Starting with data from the T cell subset pseudobulked by sample and cell cluster, we again compared expression levels in ME/CFS versus controls for the 115 genes and significant modules. Due to the sparsity of scRNA-seq data, we filtered the genes included in the GSEA to the top quartile to avoid comparing low count genes between groups.

Text continues to talk about what they found and shown in Fig 4G,H,I and in Supplementary table 3. It's the only time the paper uses the word strikingly.

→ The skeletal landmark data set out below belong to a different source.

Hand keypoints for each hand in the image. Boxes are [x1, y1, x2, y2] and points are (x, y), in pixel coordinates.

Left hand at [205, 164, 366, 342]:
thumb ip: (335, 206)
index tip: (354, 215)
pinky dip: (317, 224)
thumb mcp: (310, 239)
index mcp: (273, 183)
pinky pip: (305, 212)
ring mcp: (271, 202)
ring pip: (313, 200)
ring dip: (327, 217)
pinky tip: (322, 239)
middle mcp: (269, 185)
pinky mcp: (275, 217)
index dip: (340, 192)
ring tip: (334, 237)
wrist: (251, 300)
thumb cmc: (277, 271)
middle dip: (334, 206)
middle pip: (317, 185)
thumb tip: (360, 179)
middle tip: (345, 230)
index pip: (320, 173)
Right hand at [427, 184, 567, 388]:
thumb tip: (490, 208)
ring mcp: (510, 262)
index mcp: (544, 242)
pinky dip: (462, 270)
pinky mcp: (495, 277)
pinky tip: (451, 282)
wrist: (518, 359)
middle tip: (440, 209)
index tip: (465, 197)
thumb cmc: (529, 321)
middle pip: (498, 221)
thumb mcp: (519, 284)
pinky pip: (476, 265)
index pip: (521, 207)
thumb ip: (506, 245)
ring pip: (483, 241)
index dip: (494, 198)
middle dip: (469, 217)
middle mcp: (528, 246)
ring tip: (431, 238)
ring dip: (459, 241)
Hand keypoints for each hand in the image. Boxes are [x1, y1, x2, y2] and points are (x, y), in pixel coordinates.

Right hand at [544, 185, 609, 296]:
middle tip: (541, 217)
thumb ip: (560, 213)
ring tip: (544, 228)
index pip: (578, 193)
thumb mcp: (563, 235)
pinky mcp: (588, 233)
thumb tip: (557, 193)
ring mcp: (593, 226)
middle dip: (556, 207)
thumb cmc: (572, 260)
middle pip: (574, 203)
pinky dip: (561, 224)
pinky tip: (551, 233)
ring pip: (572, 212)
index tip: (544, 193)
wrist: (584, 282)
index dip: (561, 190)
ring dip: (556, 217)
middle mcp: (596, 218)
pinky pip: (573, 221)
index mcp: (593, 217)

Strikingly, the set of 115 ME/CFS genes were significantly downregulated in the cytotoxic CD4 T cell cluster (adjusted P < 0.02, NES = -1.77; 61/115 genes were included in GSEA; Fig. 4G-H), identified as such due to its substantially higher expression of effector genes like CCL5 and GZMA compared to conventional CD4 T cell subsets35 (Fig. 4I). 18 of these genes were found in the core enrichment driving the downregulation in ME/CFS patients (Supplementary Table 3).

Here are the figures 4G-I

 

[wigglethemouse]

Talk by Mark Davis on the rare CD4 T cell type is here starting at 4hrs 48mins
https://videocast.nih.gov/watch=42563
He talks about classical autoimmune diseases - Celiac disease and mice with EAE autoimmune disease where they saw bursts of CD4 and gamma delta T cells. The gamma delta T cells expressed IL17 and apprently not much is known about them, and they saw about 1 in 1000 CD4 cells were this particular rare type. Then moves onto Lupus and MS patients, and finally ME/CFS. So he covers how they discovered these cells in autoimmune diseases and then they showed up in some ME/CFS patients.

I revisited my earlier post in this thread about Mark Davis highlighting an "autoimmune" CD4 cell subset in ME/CFS that was elevated in some patients. Here is the slide
View attachment 25850
It is titled KIR+ CD8 cells and autoimmune CD4 cells. After listening to that talk I wonder if Mark Davis autoimmune CD4 = "cytotoxic CD4" of this paper and KIR+CD8 = cytotoxic CD8. i.e. Did he mean both the CD4 and CD8 cells in the slide were "cytotoxic". Mark Davis presentation showed both being elevated in a cyclical manner in autoimmune disease.

The researcher that did the work left academia a few years ago so it is not easy to ask Stanford for clarification on how the "autoimmune CD4" cells were identified.